__TASK STATEMENT__: The required result is each line of the entries below containing the string "leaves".

Stored data
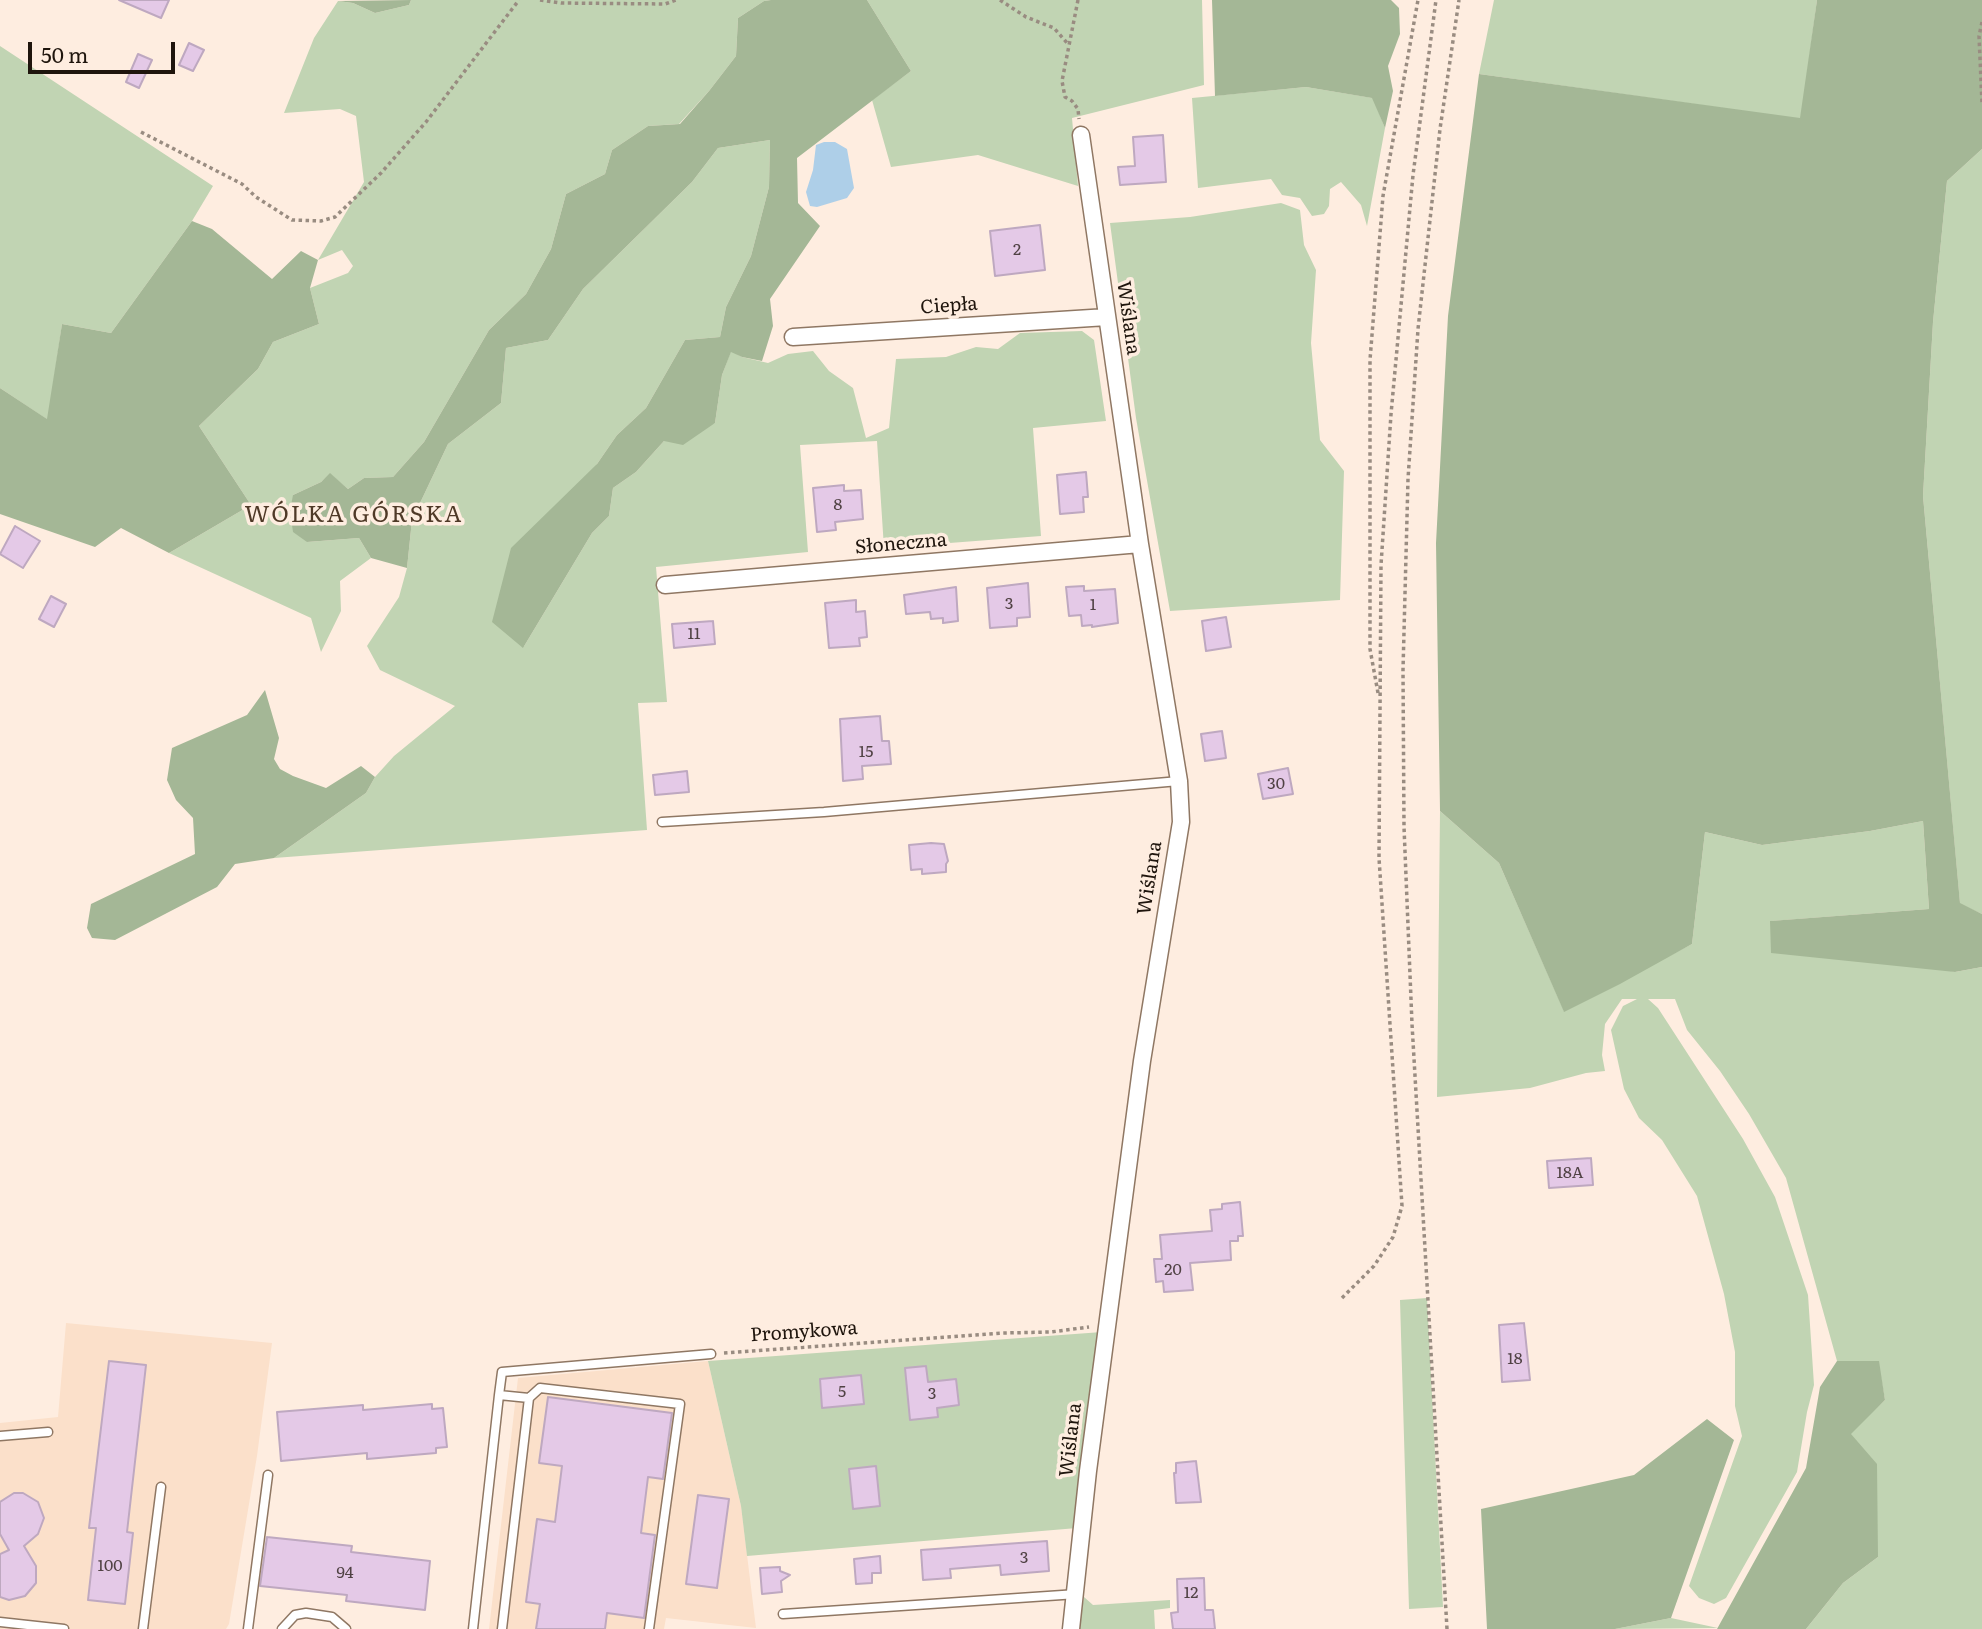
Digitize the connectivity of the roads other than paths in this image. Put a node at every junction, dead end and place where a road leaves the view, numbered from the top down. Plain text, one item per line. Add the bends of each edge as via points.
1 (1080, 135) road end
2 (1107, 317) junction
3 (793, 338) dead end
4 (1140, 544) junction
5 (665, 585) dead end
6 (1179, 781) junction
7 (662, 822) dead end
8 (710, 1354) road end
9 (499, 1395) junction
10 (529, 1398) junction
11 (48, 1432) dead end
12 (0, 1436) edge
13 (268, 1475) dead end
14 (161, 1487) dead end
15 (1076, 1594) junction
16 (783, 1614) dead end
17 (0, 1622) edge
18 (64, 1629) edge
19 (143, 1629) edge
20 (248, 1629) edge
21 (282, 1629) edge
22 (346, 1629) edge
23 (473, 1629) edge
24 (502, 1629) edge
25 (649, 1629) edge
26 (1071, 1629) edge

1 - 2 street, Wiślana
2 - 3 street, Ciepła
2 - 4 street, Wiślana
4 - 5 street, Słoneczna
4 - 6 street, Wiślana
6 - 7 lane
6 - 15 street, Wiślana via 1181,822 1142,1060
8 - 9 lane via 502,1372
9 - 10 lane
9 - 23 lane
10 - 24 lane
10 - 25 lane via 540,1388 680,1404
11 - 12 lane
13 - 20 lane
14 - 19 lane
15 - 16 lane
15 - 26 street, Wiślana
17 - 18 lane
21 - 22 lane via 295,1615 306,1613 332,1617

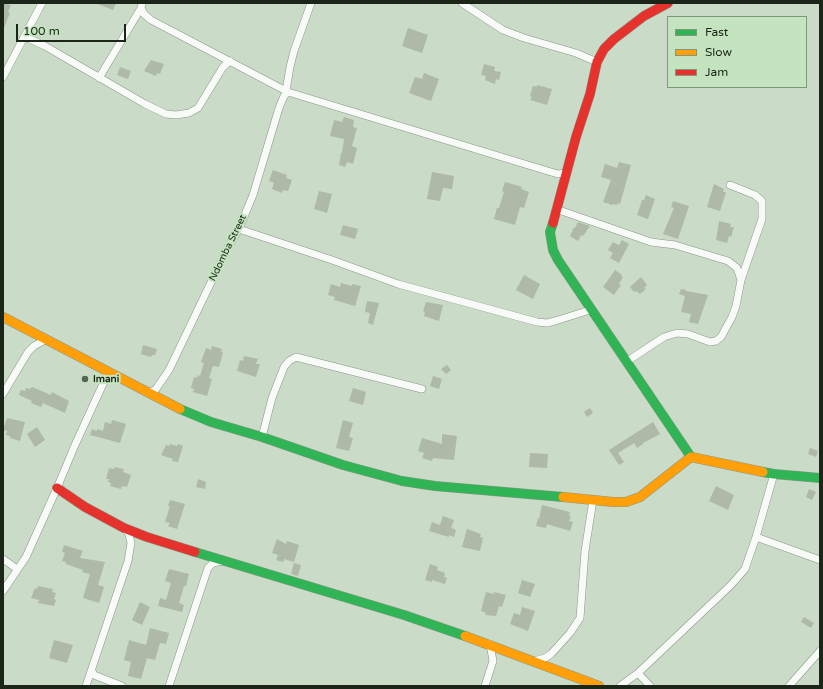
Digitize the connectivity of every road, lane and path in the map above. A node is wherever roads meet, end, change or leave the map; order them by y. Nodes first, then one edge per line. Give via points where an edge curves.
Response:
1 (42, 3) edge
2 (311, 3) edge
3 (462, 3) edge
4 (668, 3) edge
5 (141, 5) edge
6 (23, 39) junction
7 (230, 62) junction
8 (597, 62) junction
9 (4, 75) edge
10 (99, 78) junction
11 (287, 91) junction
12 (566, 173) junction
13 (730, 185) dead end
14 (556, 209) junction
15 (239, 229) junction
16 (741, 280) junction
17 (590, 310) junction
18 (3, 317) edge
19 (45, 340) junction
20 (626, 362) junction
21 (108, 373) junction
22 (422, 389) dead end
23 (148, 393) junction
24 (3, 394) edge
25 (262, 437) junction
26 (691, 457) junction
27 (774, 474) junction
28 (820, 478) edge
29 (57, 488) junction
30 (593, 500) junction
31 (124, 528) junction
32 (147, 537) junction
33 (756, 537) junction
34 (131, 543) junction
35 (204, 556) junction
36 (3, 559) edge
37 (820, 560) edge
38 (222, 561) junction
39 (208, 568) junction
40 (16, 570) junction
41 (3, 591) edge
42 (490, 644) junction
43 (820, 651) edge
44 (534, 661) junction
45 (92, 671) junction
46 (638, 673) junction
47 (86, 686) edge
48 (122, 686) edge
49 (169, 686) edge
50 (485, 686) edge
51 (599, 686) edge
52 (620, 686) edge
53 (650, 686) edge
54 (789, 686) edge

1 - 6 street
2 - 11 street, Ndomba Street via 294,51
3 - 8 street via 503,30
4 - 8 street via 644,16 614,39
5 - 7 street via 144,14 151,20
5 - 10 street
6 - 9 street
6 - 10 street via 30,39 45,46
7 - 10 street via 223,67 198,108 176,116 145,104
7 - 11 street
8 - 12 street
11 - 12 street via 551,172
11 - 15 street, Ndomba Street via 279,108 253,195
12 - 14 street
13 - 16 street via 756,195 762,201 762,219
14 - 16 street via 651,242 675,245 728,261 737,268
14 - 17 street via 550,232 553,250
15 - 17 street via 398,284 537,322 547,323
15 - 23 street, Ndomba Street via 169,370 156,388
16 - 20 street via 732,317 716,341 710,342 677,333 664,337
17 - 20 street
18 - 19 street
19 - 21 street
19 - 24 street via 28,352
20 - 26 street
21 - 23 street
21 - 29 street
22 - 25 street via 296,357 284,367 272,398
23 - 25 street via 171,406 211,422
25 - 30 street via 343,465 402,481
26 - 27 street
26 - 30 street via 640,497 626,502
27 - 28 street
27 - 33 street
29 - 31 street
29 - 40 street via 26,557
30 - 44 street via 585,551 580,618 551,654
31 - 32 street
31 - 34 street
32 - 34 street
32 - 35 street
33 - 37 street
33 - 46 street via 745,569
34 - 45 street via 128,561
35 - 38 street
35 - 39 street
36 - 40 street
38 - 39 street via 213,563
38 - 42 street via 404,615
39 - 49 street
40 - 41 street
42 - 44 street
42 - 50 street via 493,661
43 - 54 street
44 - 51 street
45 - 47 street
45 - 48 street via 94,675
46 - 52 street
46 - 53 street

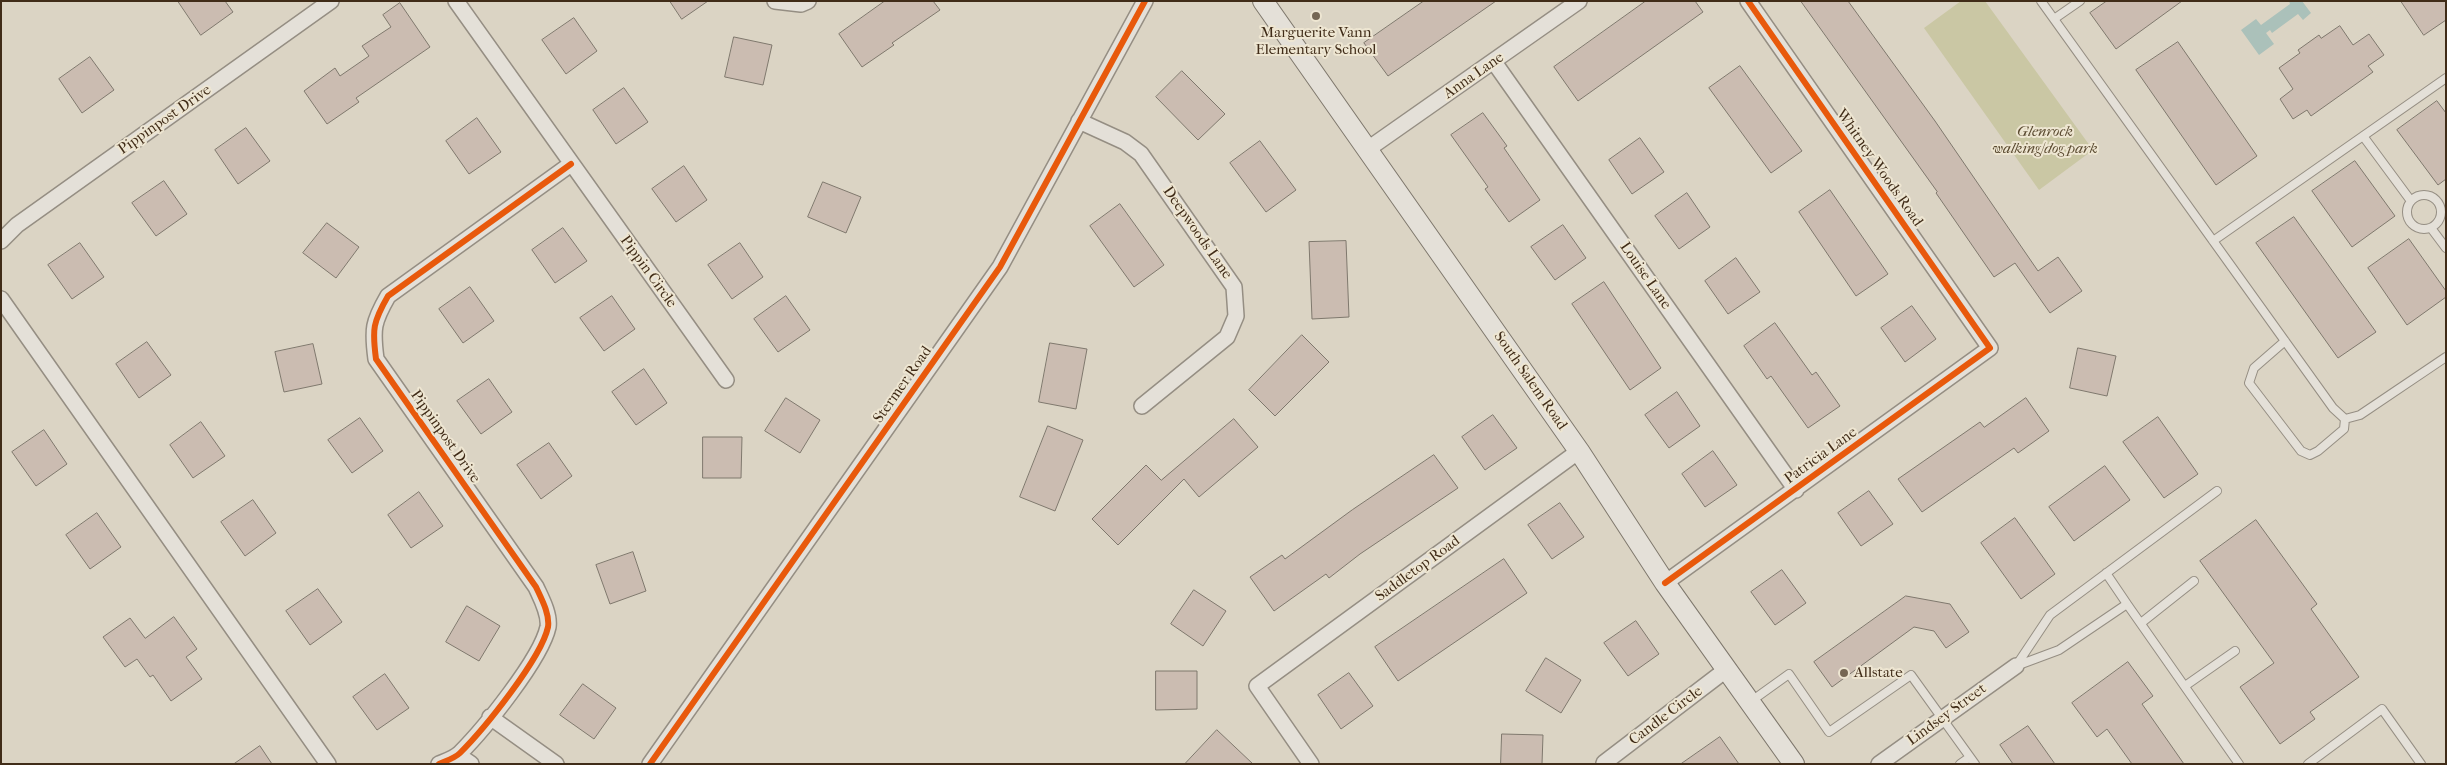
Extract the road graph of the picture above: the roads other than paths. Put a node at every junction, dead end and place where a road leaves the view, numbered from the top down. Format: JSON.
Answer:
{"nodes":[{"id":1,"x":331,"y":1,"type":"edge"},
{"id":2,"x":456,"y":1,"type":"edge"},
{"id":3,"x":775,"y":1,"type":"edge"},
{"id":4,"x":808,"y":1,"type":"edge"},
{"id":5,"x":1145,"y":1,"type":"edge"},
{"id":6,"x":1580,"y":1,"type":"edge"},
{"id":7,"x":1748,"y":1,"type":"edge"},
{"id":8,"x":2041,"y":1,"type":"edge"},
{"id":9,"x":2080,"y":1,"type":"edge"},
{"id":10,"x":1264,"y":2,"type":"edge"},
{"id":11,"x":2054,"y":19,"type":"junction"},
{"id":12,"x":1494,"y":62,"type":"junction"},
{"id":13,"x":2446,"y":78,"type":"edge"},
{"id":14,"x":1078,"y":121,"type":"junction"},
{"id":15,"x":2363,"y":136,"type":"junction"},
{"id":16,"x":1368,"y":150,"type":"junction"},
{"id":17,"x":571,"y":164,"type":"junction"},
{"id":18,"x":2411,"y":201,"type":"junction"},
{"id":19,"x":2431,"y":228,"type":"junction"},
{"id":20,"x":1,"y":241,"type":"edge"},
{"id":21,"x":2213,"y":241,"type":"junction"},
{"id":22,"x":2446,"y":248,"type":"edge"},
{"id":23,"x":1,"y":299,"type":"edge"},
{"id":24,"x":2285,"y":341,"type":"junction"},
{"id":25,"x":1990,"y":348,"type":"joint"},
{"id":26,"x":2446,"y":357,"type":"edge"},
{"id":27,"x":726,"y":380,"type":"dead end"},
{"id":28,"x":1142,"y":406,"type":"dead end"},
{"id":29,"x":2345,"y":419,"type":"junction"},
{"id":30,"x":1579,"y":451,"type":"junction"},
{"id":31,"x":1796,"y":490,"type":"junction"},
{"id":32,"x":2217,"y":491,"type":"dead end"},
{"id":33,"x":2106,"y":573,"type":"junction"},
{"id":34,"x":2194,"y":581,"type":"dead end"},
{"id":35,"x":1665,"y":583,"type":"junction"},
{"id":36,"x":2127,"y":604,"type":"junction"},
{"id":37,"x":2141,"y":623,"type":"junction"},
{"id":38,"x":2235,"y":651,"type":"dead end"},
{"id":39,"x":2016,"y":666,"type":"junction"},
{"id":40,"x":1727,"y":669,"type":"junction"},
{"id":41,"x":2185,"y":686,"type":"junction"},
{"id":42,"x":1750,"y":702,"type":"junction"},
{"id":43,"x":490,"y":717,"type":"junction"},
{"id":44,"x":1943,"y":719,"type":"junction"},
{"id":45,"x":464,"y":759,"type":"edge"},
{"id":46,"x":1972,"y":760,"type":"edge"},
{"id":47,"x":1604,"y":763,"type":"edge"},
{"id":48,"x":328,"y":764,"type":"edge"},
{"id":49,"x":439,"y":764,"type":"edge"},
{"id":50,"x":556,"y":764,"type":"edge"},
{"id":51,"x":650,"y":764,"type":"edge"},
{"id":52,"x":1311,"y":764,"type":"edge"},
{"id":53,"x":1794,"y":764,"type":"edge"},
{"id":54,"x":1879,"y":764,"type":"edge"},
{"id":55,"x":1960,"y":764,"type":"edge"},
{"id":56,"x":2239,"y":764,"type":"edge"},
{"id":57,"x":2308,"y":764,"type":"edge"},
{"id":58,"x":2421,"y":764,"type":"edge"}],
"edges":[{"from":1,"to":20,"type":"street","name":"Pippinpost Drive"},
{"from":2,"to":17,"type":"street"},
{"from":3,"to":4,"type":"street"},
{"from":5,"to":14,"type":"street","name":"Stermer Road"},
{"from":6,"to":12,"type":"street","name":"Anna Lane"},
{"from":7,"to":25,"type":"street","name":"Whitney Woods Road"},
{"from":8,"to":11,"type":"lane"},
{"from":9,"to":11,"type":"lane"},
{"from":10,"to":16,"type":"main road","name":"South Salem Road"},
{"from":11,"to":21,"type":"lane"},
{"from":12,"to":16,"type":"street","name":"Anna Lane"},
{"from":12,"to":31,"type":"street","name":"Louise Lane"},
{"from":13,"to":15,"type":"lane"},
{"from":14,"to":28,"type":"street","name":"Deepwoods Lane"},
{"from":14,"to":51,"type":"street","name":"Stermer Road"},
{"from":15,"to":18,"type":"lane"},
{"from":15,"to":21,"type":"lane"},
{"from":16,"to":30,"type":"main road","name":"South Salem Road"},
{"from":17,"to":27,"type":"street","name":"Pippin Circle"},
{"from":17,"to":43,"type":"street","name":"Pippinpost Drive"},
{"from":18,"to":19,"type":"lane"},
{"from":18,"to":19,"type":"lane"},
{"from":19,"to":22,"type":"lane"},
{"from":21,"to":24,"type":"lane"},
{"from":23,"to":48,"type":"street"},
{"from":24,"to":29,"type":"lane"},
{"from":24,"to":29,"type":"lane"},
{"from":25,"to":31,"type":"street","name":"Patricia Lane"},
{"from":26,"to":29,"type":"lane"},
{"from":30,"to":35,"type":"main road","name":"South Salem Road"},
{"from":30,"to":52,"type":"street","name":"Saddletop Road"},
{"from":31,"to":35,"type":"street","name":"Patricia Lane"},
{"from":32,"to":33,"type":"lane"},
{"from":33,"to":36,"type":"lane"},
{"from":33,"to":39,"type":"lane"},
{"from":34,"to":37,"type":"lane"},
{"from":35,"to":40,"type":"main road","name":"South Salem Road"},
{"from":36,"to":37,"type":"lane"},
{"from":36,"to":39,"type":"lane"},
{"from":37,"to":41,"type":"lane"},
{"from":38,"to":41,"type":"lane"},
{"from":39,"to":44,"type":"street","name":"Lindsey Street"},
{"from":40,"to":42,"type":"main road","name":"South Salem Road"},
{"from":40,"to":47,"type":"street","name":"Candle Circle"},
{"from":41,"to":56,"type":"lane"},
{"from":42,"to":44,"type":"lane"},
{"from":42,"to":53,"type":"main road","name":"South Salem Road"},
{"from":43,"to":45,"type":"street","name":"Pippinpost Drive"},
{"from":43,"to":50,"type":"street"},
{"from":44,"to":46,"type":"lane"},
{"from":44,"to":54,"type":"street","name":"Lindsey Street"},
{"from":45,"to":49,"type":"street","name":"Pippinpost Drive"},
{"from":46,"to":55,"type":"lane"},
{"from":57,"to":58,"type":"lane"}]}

__SOLUTION TO THIS TASK__:
Digitize the connectivity of the roads other than paths in this image. Put a node at every junction, dead end and place where a road leaves the view, numbered from the top down. Plain text, one item per line. Add the bends of each edge as via points.
Extract the road graph of the picture above: the roads other than paths. Put a node at every junction, dead end and place where a road leaves the view, numbered from the top down. Format: JSON.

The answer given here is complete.